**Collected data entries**
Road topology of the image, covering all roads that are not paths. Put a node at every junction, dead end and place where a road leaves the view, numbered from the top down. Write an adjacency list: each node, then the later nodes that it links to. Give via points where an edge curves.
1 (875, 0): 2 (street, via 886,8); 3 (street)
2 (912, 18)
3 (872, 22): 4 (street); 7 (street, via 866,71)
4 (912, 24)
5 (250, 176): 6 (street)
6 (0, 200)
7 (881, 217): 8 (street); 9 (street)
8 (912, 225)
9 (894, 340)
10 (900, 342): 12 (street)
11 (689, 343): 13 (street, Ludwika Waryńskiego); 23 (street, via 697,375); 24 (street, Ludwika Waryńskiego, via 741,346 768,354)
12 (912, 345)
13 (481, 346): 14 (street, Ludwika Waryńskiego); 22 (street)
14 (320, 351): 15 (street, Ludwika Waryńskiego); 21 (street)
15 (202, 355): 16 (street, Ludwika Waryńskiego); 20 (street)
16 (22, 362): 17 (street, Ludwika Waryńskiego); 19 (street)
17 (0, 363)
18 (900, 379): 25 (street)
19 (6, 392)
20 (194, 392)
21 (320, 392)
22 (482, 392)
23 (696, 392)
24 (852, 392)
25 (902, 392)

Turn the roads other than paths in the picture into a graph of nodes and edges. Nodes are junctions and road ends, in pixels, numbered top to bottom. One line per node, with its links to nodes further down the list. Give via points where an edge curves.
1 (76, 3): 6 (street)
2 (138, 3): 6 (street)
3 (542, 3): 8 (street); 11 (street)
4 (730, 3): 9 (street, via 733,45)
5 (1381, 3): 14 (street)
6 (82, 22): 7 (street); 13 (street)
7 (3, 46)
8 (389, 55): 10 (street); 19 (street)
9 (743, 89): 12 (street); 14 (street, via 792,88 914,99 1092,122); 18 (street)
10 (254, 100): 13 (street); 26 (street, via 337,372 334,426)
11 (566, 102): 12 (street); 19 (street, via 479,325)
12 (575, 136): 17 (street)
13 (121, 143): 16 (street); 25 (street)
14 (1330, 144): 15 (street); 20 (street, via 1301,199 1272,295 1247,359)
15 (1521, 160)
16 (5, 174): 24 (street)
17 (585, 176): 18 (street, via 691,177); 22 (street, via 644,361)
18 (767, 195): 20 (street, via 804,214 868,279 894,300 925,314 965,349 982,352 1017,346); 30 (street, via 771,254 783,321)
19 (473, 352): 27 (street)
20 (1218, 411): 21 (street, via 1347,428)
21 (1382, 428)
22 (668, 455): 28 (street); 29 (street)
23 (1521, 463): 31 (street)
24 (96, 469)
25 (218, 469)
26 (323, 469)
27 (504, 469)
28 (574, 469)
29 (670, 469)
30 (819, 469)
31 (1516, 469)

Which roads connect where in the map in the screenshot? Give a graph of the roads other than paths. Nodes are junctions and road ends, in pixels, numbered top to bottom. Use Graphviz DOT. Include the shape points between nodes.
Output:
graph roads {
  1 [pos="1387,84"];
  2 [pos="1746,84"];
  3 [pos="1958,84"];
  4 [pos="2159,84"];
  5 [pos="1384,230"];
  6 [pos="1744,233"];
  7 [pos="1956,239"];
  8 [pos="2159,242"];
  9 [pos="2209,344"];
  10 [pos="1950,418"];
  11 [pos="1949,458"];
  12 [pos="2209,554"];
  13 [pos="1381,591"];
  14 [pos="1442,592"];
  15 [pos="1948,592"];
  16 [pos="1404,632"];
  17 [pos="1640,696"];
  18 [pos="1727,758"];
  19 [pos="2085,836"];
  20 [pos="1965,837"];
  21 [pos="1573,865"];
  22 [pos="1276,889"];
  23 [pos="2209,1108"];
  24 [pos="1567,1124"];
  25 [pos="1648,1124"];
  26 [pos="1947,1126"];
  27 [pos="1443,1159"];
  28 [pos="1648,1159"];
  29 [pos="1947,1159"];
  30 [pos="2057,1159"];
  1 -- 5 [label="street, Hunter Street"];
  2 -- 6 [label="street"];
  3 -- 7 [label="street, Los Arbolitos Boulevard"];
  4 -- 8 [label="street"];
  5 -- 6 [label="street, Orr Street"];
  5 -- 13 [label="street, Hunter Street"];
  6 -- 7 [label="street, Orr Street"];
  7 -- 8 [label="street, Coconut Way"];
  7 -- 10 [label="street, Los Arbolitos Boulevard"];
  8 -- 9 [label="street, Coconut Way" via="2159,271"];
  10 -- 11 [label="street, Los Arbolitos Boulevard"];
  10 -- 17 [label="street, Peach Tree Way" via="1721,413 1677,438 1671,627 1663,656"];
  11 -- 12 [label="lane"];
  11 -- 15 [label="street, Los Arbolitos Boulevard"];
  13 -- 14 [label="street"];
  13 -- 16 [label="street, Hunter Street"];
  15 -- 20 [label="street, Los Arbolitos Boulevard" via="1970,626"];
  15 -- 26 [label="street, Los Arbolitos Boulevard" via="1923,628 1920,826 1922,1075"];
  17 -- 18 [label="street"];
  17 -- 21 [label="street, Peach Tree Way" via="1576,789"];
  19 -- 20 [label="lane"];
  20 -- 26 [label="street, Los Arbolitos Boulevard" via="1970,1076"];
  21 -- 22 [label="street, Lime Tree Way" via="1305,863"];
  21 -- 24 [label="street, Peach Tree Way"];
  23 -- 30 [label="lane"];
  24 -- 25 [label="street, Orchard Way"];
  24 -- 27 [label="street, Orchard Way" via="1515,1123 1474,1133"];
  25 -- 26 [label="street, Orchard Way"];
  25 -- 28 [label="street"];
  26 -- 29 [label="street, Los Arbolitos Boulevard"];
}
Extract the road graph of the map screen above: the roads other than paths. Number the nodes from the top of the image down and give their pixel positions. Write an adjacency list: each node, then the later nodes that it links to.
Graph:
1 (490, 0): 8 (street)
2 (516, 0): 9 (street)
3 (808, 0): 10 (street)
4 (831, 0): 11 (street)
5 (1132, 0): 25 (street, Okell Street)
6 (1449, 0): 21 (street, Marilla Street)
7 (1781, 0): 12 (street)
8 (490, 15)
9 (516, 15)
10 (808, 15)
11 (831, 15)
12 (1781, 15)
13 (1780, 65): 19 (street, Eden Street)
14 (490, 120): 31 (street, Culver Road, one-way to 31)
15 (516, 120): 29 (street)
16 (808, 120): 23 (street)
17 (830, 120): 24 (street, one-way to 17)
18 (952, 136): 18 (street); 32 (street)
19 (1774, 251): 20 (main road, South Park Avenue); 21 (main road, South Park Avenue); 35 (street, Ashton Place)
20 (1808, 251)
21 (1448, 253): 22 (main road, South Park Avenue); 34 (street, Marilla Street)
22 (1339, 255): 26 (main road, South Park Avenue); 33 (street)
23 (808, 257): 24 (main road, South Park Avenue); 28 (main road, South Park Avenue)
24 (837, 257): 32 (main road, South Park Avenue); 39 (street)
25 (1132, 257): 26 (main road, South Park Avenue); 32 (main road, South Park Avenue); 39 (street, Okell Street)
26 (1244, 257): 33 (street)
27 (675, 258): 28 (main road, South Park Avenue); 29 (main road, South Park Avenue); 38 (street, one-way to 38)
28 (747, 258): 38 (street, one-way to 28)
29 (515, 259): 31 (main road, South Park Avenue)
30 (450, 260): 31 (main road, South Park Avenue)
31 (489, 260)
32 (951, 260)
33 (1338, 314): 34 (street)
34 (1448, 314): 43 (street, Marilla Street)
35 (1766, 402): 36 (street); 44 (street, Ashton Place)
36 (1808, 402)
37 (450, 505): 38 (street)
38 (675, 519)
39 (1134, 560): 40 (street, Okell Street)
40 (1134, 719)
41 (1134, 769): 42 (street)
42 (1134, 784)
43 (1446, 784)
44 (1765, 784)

**Your instructions**
Every entry above should be given again exactly as shown.

**Answer box**
Road topology of the image, covering all roads that are not paths. Put a node at every junction, dead end and place where a road leaves the view, numbered from the top down. Write an adjacency list: each node, then the later nodes that it links to. Give via points where an edge curves.
1 (875, 0): 2 (street, via 886,8); 3 (street)
2 (912, 18)
3 (872, 22): 4 (street); 7 (street, via 866,71)
4 (912, 24)
5 (250, 176): 6 (street)
6 (0, 200)
7 (881, 217): 8 (street); 9 (street)
8 (912, 225)
9 (894, 340)
10 (900, 342): 12 (street)
11 (689, 343): 13 (street, Ludwika Waryńskiego); 23 (street, via 697,375); 24 (street, Ludwika Waryńskiego, via 741,346 768,354)
12 (912, 345)
13 (481, 346): 14 (street, Ludwika Waryńskiego); 22 (street)
14 (320, 351): 15 (street, Ludwika Waryńskiego); 21 (street)
15 (202, 355): 16 (street, Ludwika Waryńskiego); 20 (street)
16 (22, 362): 17 (street, Ludwika Waryńskiego); 19 (street)
17 (0, 363)
18 (900, 379): 25 (street)
19 (6, 392)
20 (194, 392)
21 (320, 392)
22 (482, 392)
23 (696, 392)
24 (852, 392)
25 (902, 392)

Turn the roads other than paths in the picture into a graph of nodes and edges. Nodes are junctions and road ends, in pixels, numbered top to bottom. One line per node, with its links to nodes further down the list. Give via points where an edge curves.
1 (76, 3): 6 (street)
2 (138, 3): 6 (street)
3 (542, 3): 8 (street); 11 (street)
4 (730, 3): 9 (street, via 733,45)
5 (1381, 3): 14 (street)
6 (82, 22): 7 (street); 13 (street)
7 (3, 46)
8 (389, 55): 10 (street); 19 (street)
9 (743, 89): 12 (street); 14 (street, via 792,88 914,99 1092,122); 18 (street)
10 (254, 100): 13 (street); 26 (street, via 337,372 334,426)
11 (566, 102): 12 (street); 19 (street, via 479,325)
12 (575, 136): 17 (street)
13 (121, 143): 16 (street); 25 (street)
14 (1330, 144): 15 (street); 20 (street, via 1301,199 1272,295 1247,359)
15 (1521, 160)
16 (5, 174): 24 (street)
17 (585, 176): 18 (street, via 691,177); 22 (street, via 644,361)
18 (767, 195): 20 (street, via 804,214 868,279 894,300 925,314 965,349 982,352 1017,346); 30 (street, via 771,254 783,321)
19 (473, 352): 27 (street)
20 (1218, 411): 21 (street, via 1347,428)
21 (1382, 428)
22 (668, 455): 28 (street); 29 (street)
23 (1521, 463): 31 (street)
24 (96, 469)
25 (218, 469)
26 (323, 469)
27 (504, 469)
28 (574, 469)
29 (670, 469)
30 (819, 469)
31 (1516, 469)

Which roads connect where in the map in the screenshot? Give a graph of the roads other than paths. Nodes are junctions and road ends, in pixels, numbered top to bottom. Use Graphviz DOT. Include the shape points between nodes.
Output:
graph roads {
  1 [pos="1387,84"];
  2 [pos="1746,84"];
  3 [pos="1958,84"];
  4 [pos="2159,84"];
  5 [pos="1384,230"];
  6 [pos="1744,233"];
  7 [pos="1956,239"];
  8 [pos="2159,242"];
  9 [pos="2209,344"];
  10 [pos="1950,418"];
  11 [pos="1949,458"];
  12 [pos="2209,554"];
  13 [pos="1381,591"];
  14 [pos="1442,592"];
  15 [pos="1948,592"];
  16 [pos="1404,632"];
  17 [pos="1640,696"];
  18 [pos="1727,758"];
  19 [pos="2085,836"];
  20 [pos="1965,837"];
  21 [pos="1573,865"];
  22 [pos="1276,889"];
  23 [pos="2209,1108"];
  24 [pos="1567,1124"];
  25 [pos="1648,1124"];
  26 [pos="1947,1126"];
  27 [pos="1443,1159"];
  28 [pos="1648,1159"];
  29 [pos="1947,1159"];
  30 [pos="2057,1159"];
  1 -- 5 [label="street, Hunter Street"];
  2 -- 6 [label="street"];
  3 -- 7 [label="street, Los Arbolitos Boulevard"];
  4 -- 8 [label="street"];
  5 -- 6 [label="street, Orr Street"];
  5 -- 13 [label="street, Hunter Street"];
  6 -- 7 [label="street, Orr Street"];
  7 -- 8 [label="street, Coconut Way"];
  7 -- 10 [label="street, Los Arbolitos Boulevard"];
  8 -- 9 [label="street, Coconut Way" via="2159,271"];
  10 -- 11 [label="street, Los Arbolitos Boulevard"];
  10 -- 17 [label="street, Peach Tree Way" via="1721,413 1677,438 1671,627 1663,656"];
  11 -- 12 [label="lane"];
  11 -- 15 [label="street, Los Arbolitos Boulevard"];
  13 -- 14 [label="street"];
  13 -- 16 [label="street, Hunter Street"];
  15 -- 20 [label="street, Los Arbolitos Boulevard" via="1970,626"];
  15 -- 26 [label="street, Los Arbolitos Boulevard" via="1923,628 1920,826 1922,1075"];
  17 -- 18 [label="street"];
  17 -- 21 [label="street, Peach Tree Way" via="1576,789"];
  19 -- 20 [label="lane"];
  20 -- 26 [label="street, Los Arbolitos Boulevard" via="1970,1076"];
  21 -- 22 [label="street, Lime Tree Way" via="1305,863"];
  21 -- 24 [label="street, Peach Tree Way"];
  23 -- 30 [label="lane"];
  24 -- 25 [label="street, Orchard Way"];
  24 -- 27 [label="street, Orchard Way" via="1515,1123 1474,1133"];
  25 -- 26 [label="street, Orchard Way"];
  25 -- 28 [label="street"];
  26 -- 29 [label="street, Los Arbolitos Boulevard"];
}
Extract the road graph of the map screen above: the roads other than paths. Number the nodes from the top of the image down and give their pixel positions. Write an adjacency list: each node, then the later nodes that it links to.
Graph:
1 (490, 0): 8 (street)
2 (516, 0): 9 (street)
3 (808, 0): 10 (street)
4 (831, 0): 11 (street)
5 (1132, 0): 25 (street, Okell Street)
6 (1449, 0): 21 (street, Marilla Street)
7 (1781, 0): 12 (street)
8 (490, 15)
9 (516, 15)
10 (808, 15)
11 (831, 15)
12 (1781, 15)
13 (1780, 65): 19 (street, Eden Street)
14 (490, 120): 31 (street, Culver Road, one-way to 31)
15 (516, 120): 29 (street)
16 (808, 120): 23 (street)
17 (830, 120): 24 (street, one-way to 17)
18 (952, 136): 18 (street); 32 (street)
19 (1774, 251): 20 (main road, South Park Avenue); 21 (main road, South Park Avenue); 35 (street, Ashton Place)
20 (1808, 251)
21 (1448, 253): 22 (main road, South Park Avenue); 34 (street, Marilla Street)
22 (1339, 255): 26 (main road, South Park Avenue); 33 (street)
23 (808, 257): 24 (main road, South Park Avenue); 28 (main road, South Park Avenue)
24 (837, 257): 32 (main road, South Park Avenue); 39 (street)
25 (1132, 257): 26 (main road, South Park Avenue); 32 (main road, South Park Avenue); 39 (street, Okell Street)
26 (1244, 257): 33 (street)
27 (675, 258): 28 (main road, South Park Avenue); 29 (main road, South Park Avenue); 38 (street, one-way to 38)
28 (747, 258): 38 (street, one-way to 28)
29 (515, 259): 31 (main road, South Park Avenue)
30 (450, 260): 31 (main road, South Park Avenue)
31 (489, 260)
32 (951, 260)
33 (1338, 314): 34 (street)
34 (1448, 314): 43 (street, Marilla Street)
35 (1766, 402): 36 (street); 44 (street, Ashton Place)
36 (1808, 402)
37 (450, 505): 38 (street)
38 (675, 519)
39 (1134, 560): 40 (street, Okell Street)
40 (1134, 719)
41 (1134, 769): 42 (street)
42 (1134, 784)
43 (1446, 784)
44 (1765, 784)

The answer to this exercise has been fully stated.